Multidisciplinary evidence indicates that human settlement in Southeast Asia dates back at least 55,000 to 65,000 years. Until about 15,000 years ago, the sea level was around 125 meters lower than current levels. The area that is now 60 meters under the Java Sea was part of a Southeast Asian peninsular subcontinent known as Sundaland, which included the Malay Peninsula, the islands of Sumatra, Java and Borneo, while the island of Sulawesi and the Philippines would have been visible and reachable by boat. This Sundaland landmass was exposed during most of the last glacial period between 110,000 and 15,000 years ago. The lower sea levels would have allowed land-based migration and sea travel within sight of land. It was during this period, probably between 50,000 and 30,000 years ago that humans first came to what is now the island of Sulawesi.

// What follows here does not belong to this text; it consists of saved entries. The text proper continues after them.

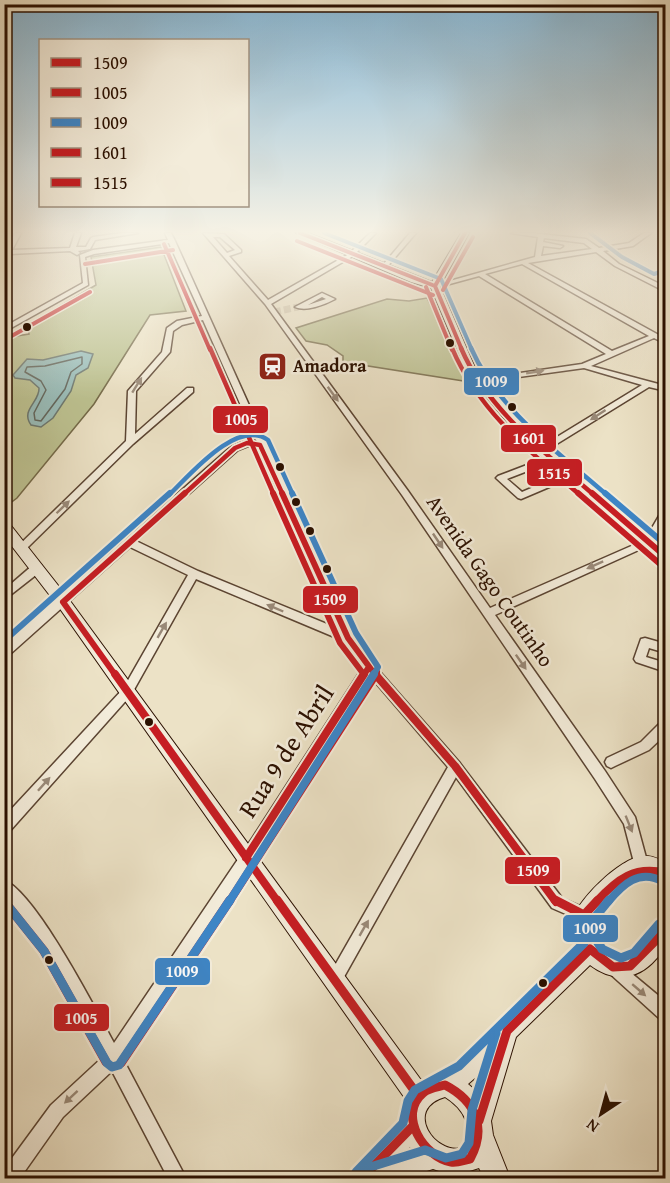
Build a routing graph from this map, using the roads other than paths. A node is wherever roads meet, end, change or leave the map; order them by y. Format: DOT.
graph roads {
  1 [pos="79,288"];
  2 [pos="192,288"];
  3 [pos="254,288"];
  4 [pos="293,288"];
  5 [pos="435,288"];
  6 [pos="503,288"];
  7 [pos="569,288"];
  8 [pos="267,303"];
  9 [pos="204,318"];
  10 [pos="4,330"];
  11 [pos="654,336"];
  12 [pos="666,342"];
  13 [pos="611,354"];
  14 [pos="584,366"];
  15 [pos="478,381"];
  16 [pos="648,384"];
  17 [pos="666,389"];
  18 [pos="190,390"];
  19 [pos="130,442"];
  20 [pos="260,446"];
  21 [pos="542,450"];
  22 [pos="553,458"];
  23 [pos="572,474"];
  24 [pos="666,511"];
  25 [pos="4,526"];
  26 [pos="129,542"];
  27 [pos="649,542"];
  28 [pos="21,548"];
  29 [pos="666,557"];
  30 [pos="37,568"];
  31 [pos="194,574"];
  32 [pos="4,596"];
  33 [pos="63,602"];
  34 [pos="488,614"];
  35 [pos="348,638"];
  36 [pos="666,649"];
  37 [pos="4,652"];
  38 [pos="369,667"];
  39 [pos="666,668"];
  40 [pos="127,692"];
  41 [pos="666,724"];
  42 [pos="610,762"];
  43 [pos="455,766"];
  44 [pos="4,827"];
  45 [pos="246,858"];
  46 [pos="634,868"];
  47 [pos="666,873"];
  48 [pos="4,887"];
  49 [pos="590,910"];
  50 [pos="666,930"];
  51 [pos="590,949"];
  52 [pos="613,967"];
  53 [pos="335,979"];
  54 [pos="666,1013"];
  55 [pos="507,1031"];
  56 [pos="114,1058"];
  57 [pos="445,1085"];
  58 [pos="419,1097"];
  59 [pos="412,1127"];
  60 [pos="479,1127"];
  61 [pos="446,1169"];
  62 [pos="9,1179"];
  63 [pos="177,1179"];
  64 [pos="362,1179"];
  65 [pos="367,1179"];
  66 [pos="498,1179"];
  1 -- 10 [label="street"];
  2 -- 9 [label="street"];
  3 -- 8 [label="street, Avenida Gago Coutinho"];
  4 -- 8 [label="street"];
  5 -- 15 [label="street"];
  6 -- 13 [label="street"];
  7 -- 11 [label="street"];
  8 -- 34 [label="street, Avenida Gago Coutinho, one-way"];
  19 -- 9 [label="street, one-way"];
  9 -- 20 [label="street"];
  11 -- 12 [label="street"];
  11 -- 13 [label="street"];
  13 -- 14 [label="street"];
  15 -- 14 [label="street, one-way"];
  14 -- 16 [label="street"];
  15 -- 21 [label="street"];
  16 -- 17 [label="street"];
  16 -- 21 [label="street, one-way"];
  18 -- 19 [label="street"];
  28 -- 19 [label="street, one-way"];
  20 -- 26 [label="street"];
  20 -- 35 [label="street"];
  21 -- 22 [label="street"];
  22 -- 23 [label="street"];
  22 -- 23 [label="street"];
  23 -- 27 [label="street"];
  24 -- 27 [label="street"];
  25 -- 28 [label="street"];
  26 -- 31 [label="street"];
  26 -- 33 [label="street"];
  27 -- 29 [label="street"];
  27 -- 34 [label="street, one-way"];
  28 -- 30 [label="street"];
  30 -- 32 [label="street"];
  30 -- 33 [label="street"];
  35 -- 31 [label="street, one-way"];
  40 -- 31 [label="street, one-way"];
  33 -- 37 [label="street"];
  33 -- 40 [label="street"];
  34 -- 46 [label="street, Avenida Gago Coutinho, one-way"];
  35 -- 38 [label="street"];
  36 -- 39 [label="street"];
  38 -- 43 [label="street"];
  38 -- 45 [label="street, Rua 9 de Abril"];
  44 -- 40 [label="street, one-way"];
  40 -- 45 [label="street"];
  41 -- 42 [label="street"];
  43 -- 49 [label="street"];
  53 -- 43 [label="street, one-way"];
  45 -- 53 [label="street"];
  45 -- 56 [label="street, Rua 9 de Abril"];
  46 -- 47 [label="street"];
  46 -- 49 [label="street"];
  48 -- 56 [label="street"];
  49 -- 51 [label="street"];
  50 -- 52 [label="street"];
  51 -- 52 [label="street"];
  51 -- 55 [label="street"];
  52 -- 54 [label="street, one-way"];
  53 -- 58 [label="street"];
  55 -- 57 [label="street"];
  55 -- 60 [label="street"];
  56 -- 62 [label="street, Rua 9 de Abril, one-way"];
  56 -- 63 [label="street"];
  57 -- 58 [label="street"];
  57 -- 60 [label="street"];
  58 -- 59 [label="street"];
  59 -- 61 [label="street"];
  59 -- 64 [label="street"];
  60 -- 61 [label="street"];
  60 -- 66 [label="street"];
  61 -- 65 [label="street"];
}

At the end of the LGM, or Last Glacial Maximum 19,000 years ago, global warming caused sea levels to rise and a vast area of land was inundated. It is likely that there were three major episodes of accelerated sea level rise and these occurred approximately 14,500, 11,500 and 7,500 years ago. It was during or following these periods that the island of Sulawesi was formed and any cultures existing there became isolated from the rest of Southeast Asia. It should be noted that much later arrivals by Austronesian groups into the islands of southeast Asia (Eastern Indonesia) happened around 4500-6300 years ago when the sea levels were equal to present times and technology existed for extensive ocean voyaging to islands that were out of site over the horizon. The origins of the mysterious megaliths on Sulawesi date from long before this time.
400 of these megalithic artifacts are scattered in an apparently random manner across the Napu, Besoa and Bada Valleys of the Lore Lindu National Park. The artifacts are of several shapes including statuary, enormous mostly-solid cylinders, and flattened stones with cup-marks. All of the statuary forms – ranging in height from 2 feet to more than 15 feet - are minimalistic depictions of anthropomorphic and zoomorphic figures. None of the statues have legs, most have large and strangely shaped heads, and some have large genitalia or abstract geometric ornamentation. The sculptural style of the figures are completely unique in the world, with the closest resemblance being the equally enigmatic carvings found at San Augustin in Colombia. No mythological, anthropological, archaeological, ethnological or historical research has provided any insight into the age, provenance or purpose of these statues.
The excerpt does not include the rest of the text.